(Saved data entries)

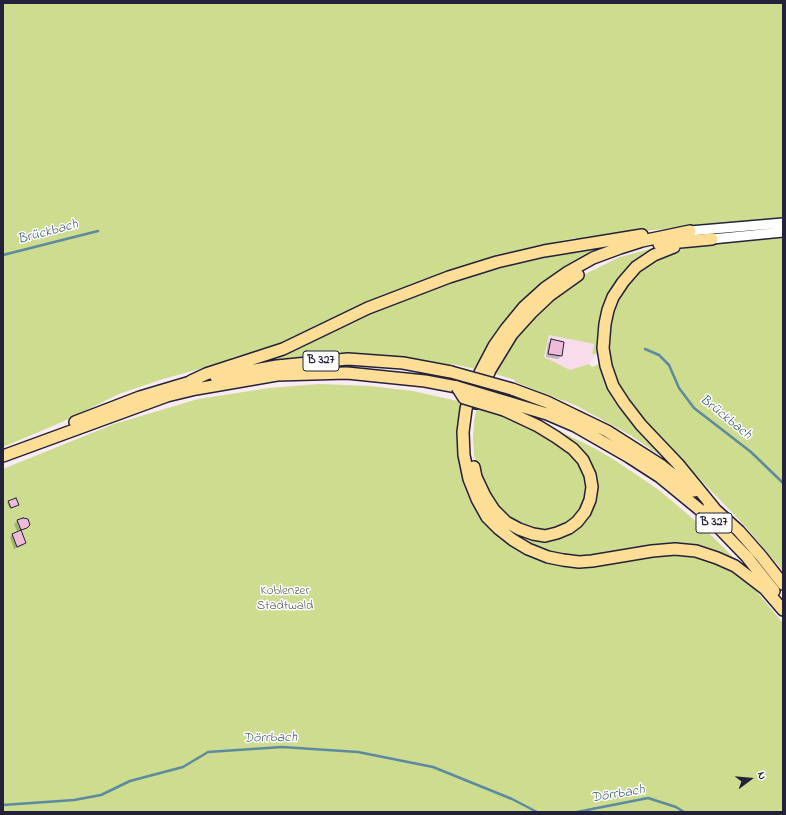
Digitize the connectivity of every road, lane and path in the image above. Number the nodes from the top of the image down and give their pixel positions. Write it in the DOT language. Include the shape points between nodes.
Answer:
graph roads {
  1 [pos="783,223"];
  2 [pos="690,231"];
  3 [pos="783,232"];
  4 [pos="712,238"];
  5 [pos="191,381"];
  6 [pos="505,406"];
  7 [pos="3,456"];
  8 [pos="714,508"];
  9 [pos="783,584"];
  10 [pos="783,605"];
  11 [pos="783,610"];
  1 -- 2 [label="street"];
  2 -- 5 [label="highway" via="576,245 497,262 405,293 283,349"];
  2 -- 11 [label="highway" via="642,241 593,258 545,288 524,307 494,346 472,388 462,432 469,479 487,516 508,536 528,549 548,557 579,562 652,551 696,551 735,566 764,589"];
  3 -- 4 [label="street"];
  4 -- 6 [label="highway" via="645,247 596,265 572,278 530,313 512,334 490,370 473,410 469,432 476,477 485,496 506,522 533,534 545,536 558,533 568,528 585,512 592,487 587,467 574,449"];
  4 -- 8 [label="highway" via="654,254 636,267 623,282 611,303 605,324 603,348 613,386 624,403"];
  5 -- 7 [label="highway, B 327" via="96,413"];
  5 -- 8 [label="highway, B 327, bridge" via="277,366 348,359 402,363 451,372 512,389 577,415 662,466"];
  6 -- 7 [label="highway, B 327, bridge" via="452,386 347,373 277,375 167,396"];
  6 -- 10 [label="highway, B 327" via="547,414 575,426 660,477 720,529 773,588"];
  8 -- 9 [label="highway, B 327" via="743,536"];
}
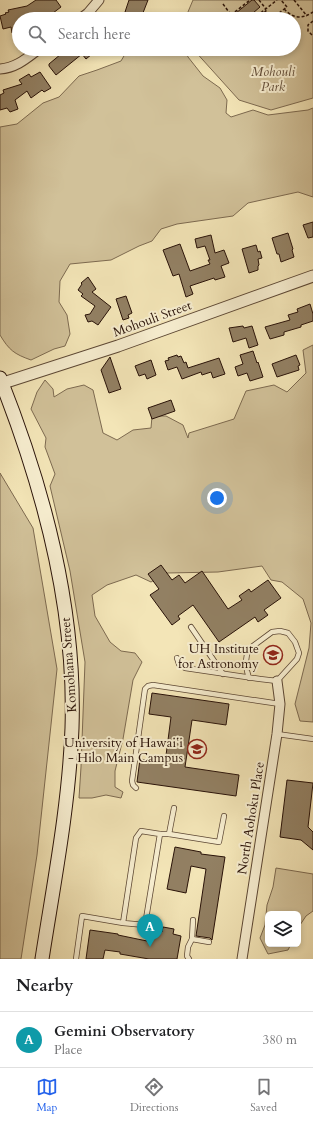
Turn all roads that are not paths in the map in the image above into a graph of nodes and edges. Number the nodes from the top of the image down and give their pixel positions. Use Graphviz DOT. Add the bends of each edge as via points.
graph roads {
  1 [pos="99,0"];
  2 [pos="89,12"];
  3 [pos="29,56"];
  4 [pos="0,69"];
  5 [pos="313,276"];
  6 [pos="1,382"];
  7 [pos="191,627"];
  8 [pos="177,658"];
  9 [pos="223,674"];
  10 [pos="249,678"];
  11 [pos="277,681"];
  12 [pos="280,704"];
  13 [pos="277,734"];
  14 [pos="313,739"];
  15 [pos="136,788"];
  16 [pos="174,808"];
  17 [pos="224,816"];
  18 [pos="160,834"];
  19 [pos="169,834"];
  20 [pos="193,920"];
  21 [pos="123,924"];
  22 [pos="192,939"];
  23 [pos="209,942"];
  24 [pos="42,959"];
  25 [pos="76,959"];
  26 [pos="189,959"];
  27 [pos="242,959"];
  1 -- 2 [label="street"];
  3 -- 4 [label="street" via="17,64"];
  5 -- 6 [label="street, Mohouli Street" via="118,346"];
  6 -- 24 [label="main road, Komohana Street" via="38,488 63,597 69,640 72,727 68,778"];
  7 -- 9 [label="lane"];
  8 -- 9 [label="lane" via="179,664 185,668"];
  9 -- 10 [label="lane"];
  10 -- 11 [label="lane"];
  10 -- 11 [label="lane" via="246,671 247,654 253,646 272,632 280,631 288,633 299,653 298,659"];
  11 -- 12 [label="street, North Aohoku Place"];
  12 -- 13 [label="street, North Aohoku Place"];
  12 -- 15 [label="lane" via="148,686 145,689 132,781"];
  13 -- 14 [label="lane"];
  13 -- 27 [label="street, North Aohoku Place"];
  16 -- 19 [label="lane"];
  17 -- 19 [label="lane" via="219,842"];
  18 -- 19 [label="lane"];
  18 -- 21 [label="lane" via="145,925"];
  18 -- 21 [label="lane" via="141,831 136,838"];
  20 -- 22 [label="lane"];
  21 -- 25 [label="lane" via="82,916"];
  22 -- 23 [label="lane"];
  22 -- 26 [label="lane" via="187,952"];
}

Exercise details - Exactly as written, restate all of the data, leaving out the images.

Problem solution -
Digitize the connectivity of every road, lane and path in the image above. Number the nodes from the top of the image down and give their pixel positions. Write it in the DOT language. Include the shape points between nodes.
Answer:
graph roads {
  1 [pos="783,223"];
  2 [pos="690,231"];
  3 [pos="783,232"];
  4 [pos="712,238"];
  5 [pos="191,381"];
  6 [pos="505,406"];
  7 [pos="3,456"];
  8 [pos="714,508"];
  9 [pos="783,584"];
  10 [pos="783,605"];
  11 [pos="783,610"];
  1 -- 2 [label="street"];
  2 -- 5 [label="highway" via="576,245 497,262 405,293 283,349"];
  2 -- 11 [label="highway" via="642,241 593,258 545,288 524,307 494,346 472,388 462,432 469,479 487,516 508,536 528,549 548,557 579,562 652,551 696,551 735,566 764,589"];
  3 -- 4 [label="street"];
  4 -- 6 [label="highway" via="645,247 596,265 572,278 530,313 512,334 490,370 473,410 469,432 476,477 485,496 506,522 533,534 545,536 558,533 568,528 585,512 592,487 587,467 574,449"];
  4 -- 8 [label="highway" via="654,254 636,267 623,282 611,303 605,324 603,348 613,386 624,403"];
  5 -- 7 [label="highway, B 327" via="96,413"];
  5 -- 8 [label="highway, B 327, bridge" via="277,366 348,359 402,363 451,372 512,389 577,415 662,466"];
  6 -- 7 [label="highway, B 327, bridge" via="452,386 347,373 277,375 167,396"];
  6 -- 10 [label="highway, B 327" via="547,414 575,426 660,477 720,529 773,588"];
  8 -- 9 [label="highway, B 327" via="743,536"];
}
Turn all roads that are not paths in the map in the image above into a graph of nodes and edges. Number the nodes from the top of the image down and give their pixel positions. Use Graphviz DOT. Add the bends of each edge as via points.
graph roads {
  1 [pos="99,0"];
  2 [pos="89,12"];
  3 [pos="29,56"];
  4 [pos="0,69"];
  5 [pos="313,276"];
  6 [pos="1,382"];
  7 [pos="191,627"];
  8 [pos="177,658"];
  9 [pos="223,674"];
  10 [pos="249,678"];
  11 [pos="277,681"];
  12 [pos="280,704"];
  13 [pos="277,734"];
  14 [pos="313,739"];
  15 [pos="136,788"];
  16 [pos="174,808"];
  17 [pos="224,816"];
  18 [pos="160,834"];
  19 [pos="169,834"];
  20 [pos="193,920"];
  21 [pos="123,924"];
  22 [pos="192,939"];
  23 [pos="209,942"];
  24 [pos="42,959"];
  25 [pos="76,959"];
  26 [pos="189,959"];
  27 [pos="242,959"];
  1 -- 2 [label="street"];
  3 -- 4 [label="street" via="17,64"];
  5 -- 6 [label="street, Mohouli Street" via="118,346"];
  6 -- 24 [label="main road, Komohana Street" via="38,488 63,597 69,640 72,727 68,778"];
  7 -- 9 [label="lane"];
  8 -- 9 [label="lane" via="179,664 185,668"];
  9 -- 10 [label="lane"];
  10 -- 11 [label="lane"];
  10 -- 11 [label="lane" via="246,671 247,654 253,646 272,632 280,631 288,633 299,653 298,659"];
  11 -- 12 [label="street, North Aohoku Place"];
  12 -- 13 [label="street, North Aohoku Place"];
  12 -- 15 [label="lane" via="148,686 145,689 132,781"];
  13 -- 14 [label="lane"];
  13 -- 27 [label="street, North Aohoku Place"];
  16 -- 19 [label="lane"];
  17 -- 19 [label="lane" via="219,842"];
  18 -- 19 [label="lane"];
  18 -- 21 [label="lane" via="145,925"];
  18 -- 21 [label="lane" via="141,831 136,838"];
  20 -- 22 [label="lane"];
  21 -- 25 [label="lane" via="82,916"];
  22 -- 23 [label="lane"];
  22 -- 26 [label="lane" via="187,952"];
}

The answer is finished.